Transportation services lacking in northern Wellington County

Jen­nifer Hammond says the number one barrier to accessing social and health care services in Wellington County is a lack of transportation options.
And the problem may be worse in Mapleton Township.
Hammond, a program de­veloper with the newly formed Wellington Transportation Services (WTS), admitted during a recent visit to council there is a deficiency in the number of partners the group has in Mapleton.
Hammond said there is clearly a need for expanding and improving transportation services in Wellington County, particularly in the north.
In 2006 the Rural Well­ing­ton Transportation Group, the main player in the WTS, provided 311 rides. But at that time it was limited to serving those receiving support from the Ontario Works Program or Ontario Disability Support Program.
Last year, when its mandate was expanded to include low income families, the group provided 965 rides, an increase of 210%.
Also, the number of clients increased from 64 to 218 (up 240%), and the number of kilometres travelled increased by 408%.
The main goal of WTS, which received a Trillium grant last year and $95,000 from the county this year, is to streamline existing programs and improve organization. As well, expanding the system capacity to better manage increased de­mand for service is a critical element.
One of the main tools the group hopes to utilize to achieve its goals is a new phone number: 1-866-694-9562.
Anyone in need of transportation services, including low-income individuals, seniors, and those with disabilities, can call the number. They will then be directed to the service provider that best suits their needs.
Hammond said the new number should help save time for everyone involved.
Mayor John Green said there are three small but vital urban communities in Map­le­ton –  Alma, Drayton, and Moore­field – as well as more rural locations, all of which may be home to individuals who want to access transportation services.

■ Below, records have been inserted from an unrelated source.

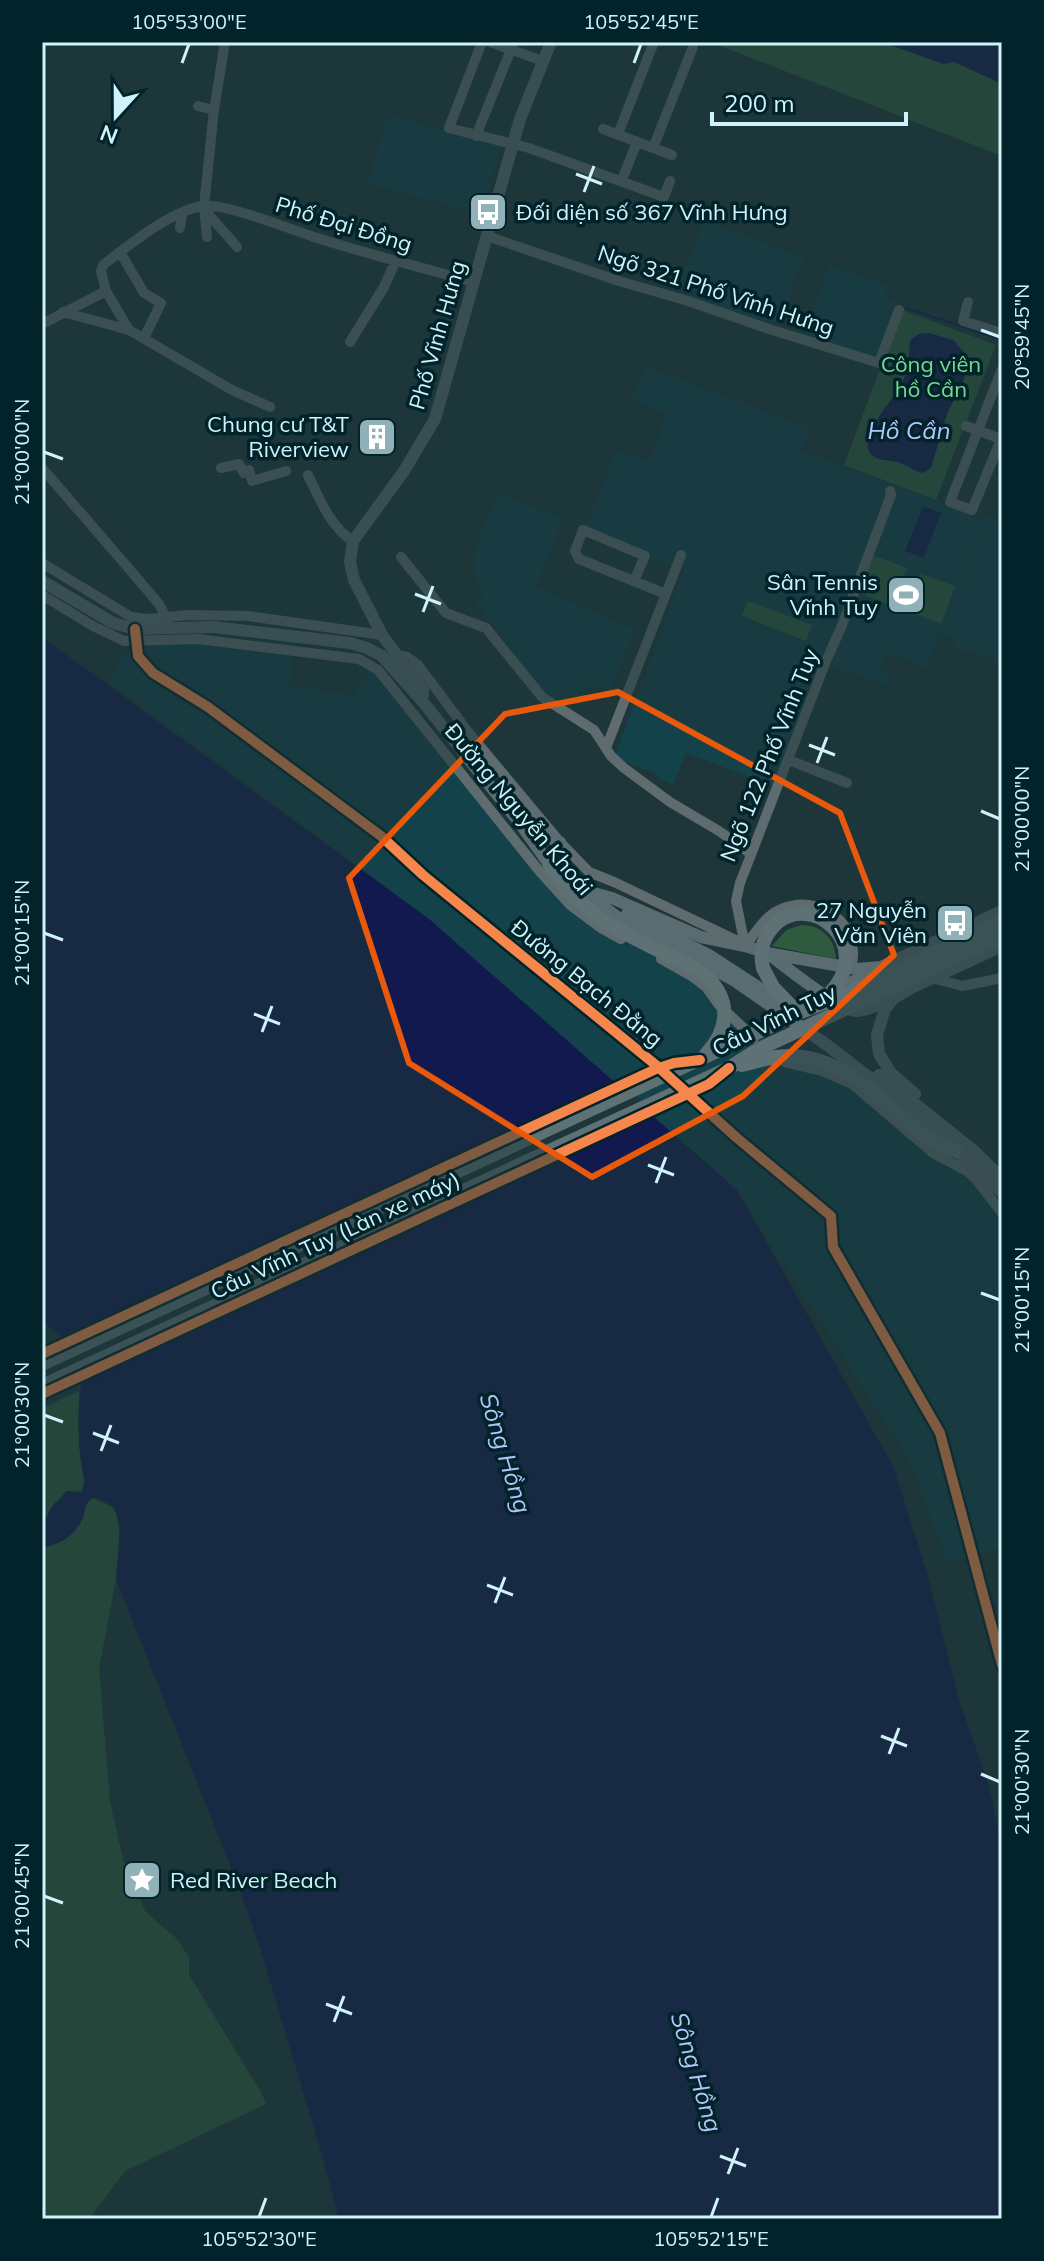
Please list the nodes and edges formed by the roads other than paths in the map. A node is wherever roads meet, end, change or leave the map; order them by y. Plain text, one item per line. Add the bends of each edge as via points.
1 (225, 42) edge
2 (482, 42) edge
3 (490, 42) edge
4 (551, 42) edge
5 (654, 42) edge
6 (513, 46) edge
7 (693, 47) dead end
8 (543, 61) junction
9 (198, 106) dead end
10 (214, 110) junction
11 (603, 129) dead end
12 (618, 134) junction
13 (476, 136) junction
14 (637, 142) junction
15 (513, 143) junction
16 (653, 148) junction
17 (672, 155) dead end
18 (622, 180) junction
19 (670, 181) dead end
20 (204, 207) junction
21 (187, 212) junction
22 (180, 228) dead end
23 (487, 236) junction
24 (207, 237) dead end
25 (237, 247) dead end
26 (120, 252) junction
27 (396, 260) junction
28 (473, 282) junction
29 (106, 291) junction
30 (968, 302) dead end
31 (899, 310) dead end
32 (63, 312) junction
33 (42, 324) edge
34 (129, 330) junction
35 (1002, 333) edge
36 (144, 338) junction
37 (350, 342) dead end
38 (1002, 369) edge
39 (270, 407) dead end
40 (966, 426) dead end
41 (978, 431) junction
42 (1002, 438) edge
43 (42, 468) edge
44 (221, 468) dead end
45 (286, 471) dead end
46 (308, 475) dead end
47 (890, 491) dead end
48 (353, 541) junction
49 (681, 555) dead end
50 (401, 557) dead end
51 (42, 563) edge
52 (634, 581) junction
53 (44, 584) edge
54 (666, 594) junction
55 (168, 622) junction
56 (382, 635) junction
57 (136, 636) junction
58 (397, 655) junction
59 (423, 702) junction
60 (456, 714) junction
61 (606, 748) junction
62 (789, 760) junction
63 (847, 783) dead end
64 (519, 822) junction
65 (560, 842) junction
66 (751, 854) junction
67 (549, 864) junction
68 (588, 893) junction
69 (1000, 918) edge
70 (1002, 936) edge
71 (745, 946) junction
72 (1002, 946) edge
73 (765, 961) junction
74 (881, 967) junction
75 (851, 968) junction
76 (932, 978) junction
77 (1002, 978) edge
78 (894, 998) junction
79 (836, 1001) junction
80 (799, 1013) junction
81 (700, 1060) junction
82 (729, 1068) junction
83 (956, 1151) junction
84 (974, 1151) junction
85 (1002, 1178) edge
86 (1002, 1193) edge
87 (1002, 1213) edge
88 (42, 1354) edge
89 (42, 1364) edge
90 (42, 1386) edge
91 (42, 1394) edge
92 (1002, 1665) edge

1 - 10 street
2 - 13 street via 449,128
3 - 6 street
4 - 8 main road, Phố Vĩnh Hưng
5 - 12 street
6 - 8 street
6 - 13 street
7 - 16 street
8 - 15 main road, Phố Vĩnh Hưng
9 - 10 street
10 - 20 street
11 - 12 street
12 - 14 street
13 - 15 street
14 - 16 street
14 - 18 street
15 - 18 street
15 - 23 main road, Phố Vĩnh Hưng
16 - 17 street
18 - 19 street via 664,197
20 - 21 street, Phố Đại Đồng
20 - 24 street
20 - 25 street
20 - 27 street, Phố Đại Đồng via 230,210
21 - 22 street
21 - 26 street, Phố Đại Đồng
23 - 28 main road, Phố Vĩnh Hưng
23 - 31 street, Ngõ 321 Phố Vĩnh Hưng via 879,363
26 - 29 street via 101,267
26 - 36 street via 144,293 161,303
27 - 28 street, Phố Đại Đồng
27 - 37 street
28 - 48 main road, Phố Vĩnh Hưng via 435,419
29 - 32 street
29 - 34 street
30 - 35 street via 963,321
32 - 33 street
32 - 34 street
34 - 36 street
36 - 39 street
38 - 41 street
40 - 41 street
41 - 42 street
41 - 42 street via 950,502 972,510
43 - 55 street
44 - 45 street via 239,464 244,473 249,470 252,481
46 - 48 street via 343,535
47 - 62 street, Ngõ 122 Phố Vĩnh Tuy
48 - 56 main road via 354,580
49 - 54 street
50 - 61 street via 446,613 486,628 542,697 594,730
51 - 55 street, Đường Nguyễn Khoái via 124,614
52 - 52 street via 645,556 583,530 575,551 579,559
52 - 54 street
53 - 57 main road, Đường Nguyễn Khoái
54 - 61 street
55 - 56 street, Đường Nguyễn Khoái via 248,616
55 - 57 main road, Đường Nguyễn Khoái
55 - 59 main road, Đường Nguyễn Khoái via 367,648 382,656
56 - 58 main road
57 - 87 street, Đường Nguyễn Khoái via 367,662 570,905 601,928 693,977 768,1051 787,1063 852,1084 925,1147 975,1178
57 - 92 street, Đường Bạch Đằng via 138,656 153,673 208,707 381,836 831,1216 833,1247 940,1433
58 - 59 main road via 423,690
58 - 60 street, Đường Nguyễn Khoái via 418,665
59 - 60 street
59 - 64 main road, Đường Nguyễn Khoái
60 - 65 street, Đường Nguyễn Khoái
61 - 66 street via 670,802
62 - 63 street
62 - 66 street, Ngõ 122 Phố Vĩnh Tuy
64 - 65 main road via 525,820
64 - 67 main road, Đường Nguyễn Khoái
65 - 71 street, Đường Nguyễn Khoái via 589,872
66 - 71 street, Ngõ 122 Phố Vĩnh Tuy via 736,901
67 - 68 main road, Đường Nguyễn Khoái
67 - 81 highway, bridge via 570,894 603,920 695,968 716,986 726,1010 724,1022
68 - 71 main road via 612,898 684,931
68 - 80 main road, Đường Nguyễn Khoái via 709,955
68 - 83 main road, Đường Nguyễn Khoái via 617,917 735,981 793,1021
69 - 74 main road
69 - 80 highway, Cầu Vĩnh Tuy, bridge
70 - 82 highway, Cầu Vĩnh Tuy, bridge via 759,1049
71 - 73 main road
71 - 75 street via 776,911 817,907 832,913 848,930 854,951
72 - 76 main road
73 - 75 main road
73 - 79 main road
73 - 80 highway via 773,987
73 - 80 highway, bridge via 764,941 773,927 792,915 822,919 841,937 846,962 840,981 825,998
74 - 75 main road
74 - 79 main road via 842,987
76 - 77 street via 962,986
76 - 78 main road
78 - 79 main road via 853,1011
78 - 84 main road via 878,1026 879,1054 891,1073 971,1142
80 - 81 highway, Cầu Vĩnh Tuy, bridge
80 - 84 main road, Đường Nguyễn Khoái
81 - 88 highway, Cầu Vĩnh Tuy (Làn xe máy), bridge via 656,1069
81 - 89 highway, Cầu Vĩnh Tuy, bridge
82 - 83 highway, bridge via 789,1055 819,1059 853,1078 920,1133
82 - 90 highway, Cầu Vĩnh Tuy, bridge
82 - 91 highway, Cầu Vĩnh Tuy (Làn xe máy), bridge via 709,1084
83 - 86 main road, Đường Nguyễn Khoái
84 - 85 main road, Đường Nguyễn Khoái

“I think there’s something we can do with [WTS] to im­prove the service for the community,” Green said, adding there may indeed be a lack of transportation services in the township.
He added the township will do its part to make residents aware of the new services being offered to them, including the 1-866 number.

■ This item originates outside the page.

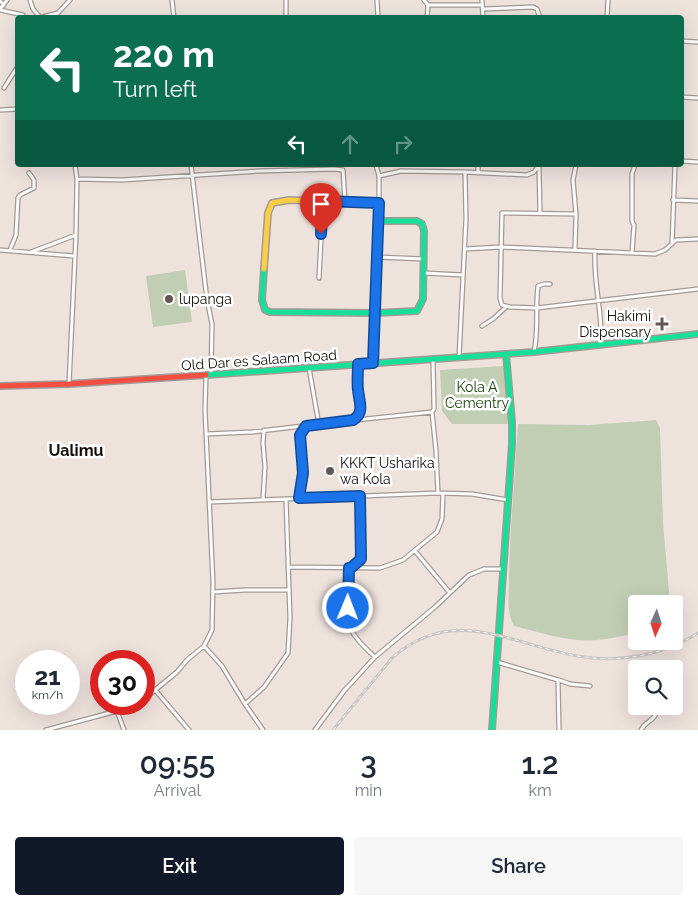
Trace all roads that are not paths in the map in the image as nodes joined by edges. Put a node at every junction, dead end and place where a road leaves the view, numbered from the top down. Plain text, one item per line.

Last week Hammond visited Guelph-Eramosa and Erin councils, where her message was also well received.
“It certainly is a need in our community,” said Erin Mayor Rod Finnie. He added that improved transportation services have been needed for some time and he hopes WTS helps.
Guelph-Eramosa Mayor Chris White agreed.
“We absolutely support it,” White said of his council’s position. “This is a much needed service.”
White added that he hopes  staff will be able to post the information on the township’s website.